Comparative analysis of microstructure and creep properties in cast Inconel 625 welds fabricated by gas tungsten and shielded metal arc welding processes

This paper presents a comparative analysis of microstructural and high-temperature mechanical properties of Inconel 625 (IN 625) cast Ni-based superalloy welded using two different processes, i.e. gas tungsten arc welding (GTAW) and shielded metal arc welding (SMAW). For GTAW and SMAW processes, ERNiCrMo-3 and ENiCrMo-3 filler metals were employed, respectively. The base metal exhibited a gamma-matrix with a sparse distribution of the Laves phase, which was attributed to the microsegregation of Nb at the interdendritic region.
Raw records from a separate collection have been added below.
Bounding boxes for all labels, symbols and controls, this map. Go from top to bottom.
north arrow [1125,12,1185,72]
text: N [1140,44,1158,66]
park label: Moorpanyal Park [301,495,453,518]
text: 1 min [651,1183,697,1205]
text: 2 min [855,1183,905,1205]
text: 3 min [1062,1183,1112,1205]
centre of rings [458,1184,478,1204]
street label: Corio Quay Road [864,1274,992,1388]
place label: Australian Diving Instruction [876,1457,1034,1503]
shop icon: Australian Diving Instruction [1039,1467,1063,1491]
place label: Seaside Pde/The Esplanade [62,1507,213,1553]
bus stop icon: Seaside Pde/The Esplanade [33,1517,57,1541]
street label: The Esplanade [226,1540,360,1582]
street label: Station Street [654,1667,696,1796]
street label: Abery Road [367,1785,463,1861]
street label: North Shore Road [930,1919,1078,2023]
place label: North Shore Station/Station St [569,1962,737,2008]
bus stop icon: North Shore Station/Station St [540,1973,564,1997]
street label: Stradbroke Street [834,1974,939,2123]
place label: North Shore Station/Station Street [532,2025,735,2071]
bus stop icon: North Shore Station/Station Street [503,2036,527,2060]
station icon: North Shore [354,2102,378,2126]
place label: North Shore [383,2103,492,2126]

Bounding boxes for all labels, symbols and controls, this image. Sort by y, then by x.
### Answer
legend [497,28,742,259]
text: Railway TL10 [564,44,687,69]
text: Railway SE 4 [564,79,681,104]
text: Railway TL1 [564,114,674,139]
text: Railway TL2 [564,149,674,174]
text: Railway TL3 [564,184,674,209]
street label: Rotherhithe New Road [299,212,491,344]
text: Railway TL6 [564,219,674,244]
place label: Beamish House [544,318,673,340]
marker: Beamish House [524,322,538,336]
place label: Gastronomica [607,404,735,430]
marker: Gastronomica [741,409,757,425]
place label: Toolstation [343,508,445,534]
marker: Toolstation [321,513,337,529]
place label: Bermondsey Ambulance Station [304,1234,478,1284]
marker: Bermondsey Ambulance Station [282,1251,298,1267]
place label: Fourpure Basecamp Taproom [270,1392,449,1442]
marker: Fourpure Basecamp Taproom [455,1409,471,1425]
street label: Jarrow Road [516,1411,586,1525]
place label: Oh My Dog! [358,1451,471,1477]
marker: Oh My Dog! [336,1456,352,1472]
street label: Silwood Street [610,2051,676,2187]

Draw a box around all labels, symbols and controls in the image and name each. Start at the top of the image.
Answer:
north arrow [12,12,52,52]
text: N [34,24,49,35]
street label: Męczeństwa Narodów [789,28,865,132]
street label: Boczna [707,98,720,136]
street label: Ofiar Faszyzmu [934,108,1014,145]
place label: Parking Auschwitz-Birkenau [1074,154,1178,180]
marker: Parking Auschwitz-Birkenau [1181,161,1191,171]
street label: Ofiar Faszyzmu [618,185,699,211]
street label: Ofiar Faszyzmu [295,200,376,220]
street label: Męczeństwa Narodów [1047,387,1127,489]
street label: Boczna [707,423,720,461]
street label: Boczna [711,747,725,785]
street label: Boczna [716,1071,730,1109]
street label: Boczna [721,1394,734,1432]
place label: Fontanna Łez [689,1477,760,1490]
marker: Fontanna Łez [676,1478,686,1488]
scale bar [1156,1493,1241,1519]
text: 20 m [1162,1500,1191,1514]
After GTAW and SMAW, the fusion zone exhibited fine columnar grains resulting from rapid solidification. GTAWed and SMAWed IN 625 (G625 and S625, respectively) displayed the overmatched microhardness traverse. S625 exhibited slightly higher yield and tensile strengths than G625 at temperatures of 25, 650, 700, and 750 degrees C. Tensile fracture occurred at the Laves phase in the base metal, showing similar features in the two welds. However, the creep lives of G625 (8915-17044 h) were significantly longer than those of S625 (894-3125 h) at 700-750 degrees C, exhibiting different rupture behavior. After creep deformation, fracture occurred at the fusion line in G625, whereas in S625, the weld metal was fractured. In the crept weld metal of G625, although the Laves phase was slightly grown at the interdendritic regions, it rarely influenced creep rupture. Meanwhile, in the weld metal of S625, the Laves phase was noticeably grown despite the shorter creep time compared to that of G625. Higher contents of Fe and Si in the weld metal of S625 was responsible for the acceleration of the coarsening rate of the Laves phase, causing the short creep lives of S625 by acting as a crack initiation site. Accelerated cracking in the Laves phase can be evidenced by the low density of dislocations resulting from brittle fracture with minimal plastic deformation in the weld metal.